## Task prompt:
What is the number of lines in this listing that include "roads"? Answer with that number only.

————

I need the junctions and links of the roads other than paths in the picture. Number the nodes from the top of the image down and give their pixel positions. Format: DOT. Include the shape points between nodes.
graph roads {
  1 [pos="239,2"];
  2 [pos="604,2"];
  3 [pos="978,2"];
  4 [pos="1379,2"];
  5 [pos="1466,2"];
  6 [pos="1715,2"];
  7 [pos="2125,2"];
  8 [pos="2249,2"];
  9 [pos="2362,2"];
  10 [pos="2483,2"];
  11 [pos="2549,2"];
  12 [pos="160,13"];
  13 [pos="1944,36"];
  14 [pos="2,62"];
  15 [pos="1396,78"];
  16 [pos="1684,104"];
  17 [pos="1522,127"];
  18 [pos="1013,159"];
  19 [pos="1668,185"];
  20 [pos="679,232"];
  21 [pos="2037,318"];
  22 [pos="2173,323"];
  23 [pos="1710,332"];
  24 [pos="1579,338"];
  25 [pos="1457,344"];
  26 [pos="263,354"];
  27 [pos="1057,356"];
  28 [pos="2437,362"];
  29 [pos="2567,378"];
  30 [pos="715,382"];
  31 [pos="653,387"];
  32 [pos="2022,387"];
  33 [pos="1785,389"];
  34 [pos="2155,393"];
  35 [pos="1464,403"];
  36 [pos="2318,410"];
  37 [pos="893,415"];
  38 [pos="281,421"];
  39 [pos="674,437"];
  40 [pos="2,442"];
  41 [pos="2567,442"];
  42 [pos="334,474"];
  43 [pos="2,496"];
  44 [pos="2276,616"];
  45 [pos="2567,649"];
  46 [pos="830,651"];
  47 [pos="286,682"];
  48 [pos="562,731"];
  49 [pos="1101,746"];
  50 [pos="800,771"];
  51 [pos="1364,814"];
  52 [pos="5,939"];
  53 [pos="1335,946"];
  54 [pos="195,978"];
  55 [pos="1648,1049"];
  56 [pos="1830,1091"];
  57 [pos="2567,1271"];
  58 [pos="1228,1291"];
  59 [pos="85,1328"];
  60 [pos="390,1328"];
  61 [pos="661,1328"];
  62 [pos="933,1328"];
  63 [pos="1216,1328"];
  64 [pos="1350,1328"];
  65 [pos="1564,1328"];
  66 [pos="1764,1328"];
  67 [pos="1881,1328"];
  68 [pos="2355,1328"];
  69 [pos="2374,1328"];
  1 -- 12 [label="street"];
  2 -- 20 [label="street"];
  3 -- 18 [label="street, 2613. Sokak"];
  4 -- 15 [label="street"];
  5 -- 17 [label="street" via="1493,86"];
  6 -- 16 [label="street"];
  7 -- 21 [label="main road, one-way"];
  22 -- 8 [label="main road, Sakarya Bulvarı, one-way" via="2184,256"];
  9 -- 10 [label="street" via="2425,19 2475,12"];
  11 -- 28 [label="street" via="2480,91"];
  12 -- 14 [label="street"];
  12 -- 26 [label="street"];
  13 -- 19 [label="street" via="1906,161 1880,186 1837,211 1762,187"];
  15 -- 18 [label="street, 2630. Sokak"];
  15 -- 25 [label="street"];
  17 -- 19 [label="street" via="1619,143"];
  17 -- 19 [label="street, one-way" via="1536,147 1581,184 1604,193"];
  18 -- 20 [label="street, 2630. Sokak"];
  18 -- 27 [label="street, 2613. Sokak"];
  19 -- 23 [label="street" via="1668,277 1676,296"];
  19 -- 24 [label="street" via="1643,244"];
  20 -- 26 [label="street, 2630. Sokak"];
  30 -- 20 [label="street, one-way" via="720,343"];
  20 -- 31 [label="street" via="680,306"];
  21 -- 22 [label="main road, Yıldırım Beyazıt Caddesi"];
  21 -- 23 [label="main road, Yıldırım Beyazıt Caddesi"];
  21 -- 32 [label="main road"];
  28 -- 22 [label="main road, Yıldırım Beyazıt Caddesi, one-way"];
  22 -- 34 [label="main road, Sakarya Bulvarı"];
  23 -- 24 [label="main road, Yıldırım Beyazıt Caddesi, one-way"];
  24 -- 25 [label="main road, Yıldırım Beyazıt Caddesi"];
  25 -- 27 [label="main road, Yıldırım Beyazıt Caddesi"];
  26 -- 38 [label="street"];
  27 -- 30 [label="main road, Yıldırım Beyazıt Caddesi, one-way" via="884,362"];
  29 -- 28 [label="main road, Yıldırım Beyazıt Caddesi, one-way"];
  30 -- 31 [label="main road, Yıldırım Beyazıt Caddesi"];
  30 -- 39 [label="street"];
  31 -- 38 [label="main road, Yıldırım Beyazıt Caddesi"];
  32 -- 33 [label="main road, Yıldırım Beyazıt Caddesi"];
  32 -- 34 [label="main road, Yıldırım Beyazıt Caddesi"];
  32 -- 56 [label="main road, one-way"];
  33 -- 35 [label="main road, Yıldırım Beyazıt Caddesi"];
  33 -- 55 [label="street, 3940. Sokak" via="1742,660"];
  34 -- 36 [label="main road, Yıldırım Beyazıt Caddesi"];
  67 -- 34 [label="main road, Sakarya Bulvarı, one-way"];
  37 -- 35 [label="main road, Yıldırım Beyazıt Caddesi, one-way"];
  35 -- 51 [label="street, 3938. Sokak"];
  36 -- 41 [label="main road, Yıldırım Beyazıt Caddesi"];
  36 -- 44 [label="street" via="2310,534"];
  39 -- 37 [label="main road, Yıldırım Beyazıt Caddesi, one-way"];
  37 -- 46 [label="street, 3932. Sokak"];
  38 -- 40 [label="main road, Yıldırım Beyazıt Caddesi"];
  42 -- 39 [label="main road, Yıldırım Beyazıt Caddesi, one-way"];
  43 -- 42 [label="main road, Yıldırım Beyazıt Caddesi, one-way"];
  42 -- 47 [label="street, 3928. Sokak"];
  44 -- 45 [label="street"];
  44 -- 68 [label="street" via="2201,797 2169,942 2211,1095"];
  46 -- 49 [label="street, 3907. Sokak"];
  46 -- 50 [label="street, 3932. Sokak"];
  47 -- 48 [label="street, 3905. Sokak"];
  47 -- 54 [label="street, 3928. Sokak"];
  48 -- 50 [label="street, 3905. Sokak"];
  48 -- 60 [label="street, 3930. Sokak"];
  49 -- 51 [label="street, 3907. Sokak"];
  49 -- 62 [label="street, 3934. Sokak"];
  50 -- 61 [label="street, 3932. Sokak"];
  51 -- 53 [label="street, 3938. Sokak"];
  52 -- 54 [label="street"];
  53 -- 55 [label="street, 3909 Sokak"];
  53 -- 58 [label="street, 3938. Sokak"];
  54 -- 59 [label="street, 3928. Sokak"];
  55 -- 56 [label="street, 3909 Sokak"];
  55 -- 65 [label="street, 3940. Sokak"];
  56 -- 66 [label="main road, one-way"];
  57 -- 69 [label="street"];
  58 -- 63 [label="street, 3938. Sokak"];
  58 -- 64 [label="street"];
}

————

## Answer to this task:
2